2. Digital Platforms and the Gig Economy

    1. Digital platforms are now considered to boost both income and the FLFPR, which include:
      1. E-commerce such as Amazon and Etsy enabling women to work-from-home and realize their entrepreneurial talent
      2. Services, which is two-pronged and includes delivery services like transport, home-care, personal services and, web-based work.
      3. Online platforms, using social media as marketplaces
    2. It is important to question if these platforms can be leveraged to be of high-quality and be gender inclusive, and how the women involved in the work are actually faring.
    3. Women were attracted to these opportunities due to its flexibility, autonomy over the work undertaken, income generated, and representation. However, over time, the opportunities did not completely do well on these factors.
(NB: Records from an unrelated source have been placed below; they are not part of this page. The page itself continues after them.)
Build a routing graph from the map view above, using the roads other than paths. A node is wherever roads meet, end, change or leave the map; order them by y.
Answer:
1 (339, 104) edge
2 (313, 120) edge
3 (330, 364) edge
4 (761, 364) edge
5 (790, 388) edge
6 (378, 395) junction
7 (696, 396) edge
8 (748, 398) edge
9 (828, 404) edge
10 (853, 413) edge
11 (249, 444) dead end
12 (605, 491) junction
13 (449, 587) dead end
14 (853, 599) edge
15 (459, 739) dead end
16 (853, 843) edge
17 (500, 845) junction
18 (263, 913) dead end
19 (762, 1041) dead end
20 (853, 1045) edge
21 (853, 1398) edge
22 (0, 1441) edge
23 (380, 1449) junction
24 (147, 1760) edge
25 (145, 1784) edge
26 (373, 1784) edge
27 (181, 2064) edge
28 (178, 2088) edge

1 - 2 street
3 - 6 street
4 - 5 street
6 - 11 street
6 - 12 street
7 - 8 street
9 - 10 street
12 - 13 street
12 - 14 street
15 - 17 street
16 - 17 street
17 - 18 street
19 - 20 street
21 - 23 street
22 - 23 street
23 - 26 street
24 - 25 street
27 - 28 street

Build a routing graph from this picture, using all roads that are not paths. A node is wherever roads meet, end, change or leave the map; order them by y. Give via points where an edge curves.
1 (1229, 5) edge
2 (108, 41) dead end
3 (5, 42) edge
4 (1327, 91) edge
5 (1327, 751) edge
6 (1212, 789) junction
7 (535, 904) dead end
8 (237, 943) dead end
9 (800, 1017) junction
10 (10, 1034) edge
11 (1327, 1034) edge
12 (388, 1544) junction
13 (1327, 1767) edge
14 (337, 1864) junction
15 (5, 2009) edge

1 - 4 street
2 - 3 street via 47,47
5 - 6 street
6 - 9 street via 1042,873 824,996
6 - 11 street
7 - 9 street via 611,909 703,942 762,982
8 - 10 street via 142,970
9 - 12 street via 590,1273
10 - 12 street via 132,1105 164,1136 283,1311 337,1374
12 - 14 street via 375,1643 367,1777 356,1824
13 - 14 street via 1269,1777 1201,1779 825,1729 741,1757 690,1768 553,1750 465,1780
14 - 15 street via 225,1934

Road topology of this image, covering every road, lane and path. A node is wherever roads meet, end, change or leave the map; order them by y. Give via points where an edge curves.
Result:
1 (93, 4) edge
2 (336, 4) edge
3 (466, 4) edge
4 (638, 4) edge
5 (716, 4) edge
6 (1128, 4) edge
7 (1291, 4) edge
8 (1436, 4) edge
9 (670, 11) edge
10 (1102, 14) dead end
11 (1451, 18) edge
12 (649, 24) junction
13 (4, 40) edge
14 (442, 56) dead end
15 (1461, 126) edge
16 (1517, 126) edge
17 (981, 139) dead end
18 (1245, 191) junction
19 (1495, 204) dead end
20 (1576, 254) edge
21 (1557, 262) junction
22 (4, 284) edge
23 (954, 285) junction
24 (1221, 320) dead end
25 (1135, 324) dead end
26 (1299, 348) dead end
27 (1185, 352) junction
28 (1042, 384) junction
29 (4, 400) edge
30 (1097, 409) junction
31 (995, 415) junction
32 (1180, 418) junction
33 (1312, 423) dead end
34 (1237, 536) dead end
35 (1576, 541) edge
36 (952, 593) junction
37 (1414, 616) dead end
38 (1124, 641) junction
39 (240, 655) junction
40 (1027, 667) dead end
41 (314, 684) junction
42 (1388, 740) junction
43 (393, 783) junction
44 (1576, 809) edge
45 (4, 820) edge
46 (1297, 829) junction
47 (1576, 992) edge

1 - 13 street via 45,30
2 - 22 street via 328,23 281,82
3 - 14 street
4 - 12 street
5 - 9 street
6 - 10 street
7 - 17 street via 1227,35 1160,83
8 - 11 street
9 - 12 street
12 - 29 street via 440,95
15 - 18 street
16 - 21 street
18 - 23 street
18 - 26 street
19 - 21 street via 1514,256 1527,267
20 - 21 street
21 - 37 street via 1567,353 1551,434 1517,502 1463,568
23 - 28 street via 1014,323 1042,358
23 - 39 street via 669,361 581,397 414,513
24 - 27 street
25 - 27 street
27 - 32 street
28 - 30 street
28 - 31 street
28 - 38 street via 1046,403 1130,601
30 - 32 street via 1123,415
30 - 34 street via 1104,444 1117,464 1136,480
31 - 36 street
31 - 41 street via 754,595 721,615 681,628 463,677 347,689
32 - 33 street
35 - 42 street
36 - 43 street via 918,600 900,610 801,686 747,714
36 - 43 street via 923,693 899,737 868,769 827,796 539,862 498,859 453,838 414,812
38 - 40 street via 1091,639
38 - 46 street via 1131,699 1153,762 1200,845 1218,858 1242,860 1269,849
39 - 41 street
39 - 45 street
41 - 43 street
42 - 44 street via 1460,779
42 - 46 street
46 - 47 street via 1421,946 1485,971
Women’s time poverty, limited choice of work, reduced social capital, and limited to no social security dampened the early enthusiasm.
    4. In the platform economy, women are working on a different set of tasks, where the opportunities for women and their willingness to work are not stagnant or consistent.
    5. While 8% of the world’s platforms are concentrated in India and 1/4th of the global share of the online workforce exists in India, the size of women employed in the gig economy is also not currently estimated.
    6. Aggregate trends of structural transformation don’t mean much if the quality of work provided to women doesn’t improve.

3. Recommendations

  1. Women and data: Bridging the invisibility of women in data by accessing platform-level data. Currently, no regulation mandates them (platforms) to share it, and there are no data sharing and transparency norms. Further, institutions, policies and regulations take longer to adapt than how the labour market is transitioning. Therefore, the data is always lagging.
  2. Acknowledging socio-cultural barriers: as long as they are not addressed, long term disparities within the labour force will continue to persist. Data-gap cannot be considered as an excuse to not act on the apparent.
  3. Supportive ecosystem is necessary for women to succeed which includes: gender-sensitized policies, safety at work, addressing time poverty, incentives to access high level skills, social security, political participation and leadership. Gender insensitive infrastructure needs to be addressed to bring firm changes in the current FLFPR.

The session ended with a fruitful discussion from all participants who joined in the seminar, both on the web and in-person.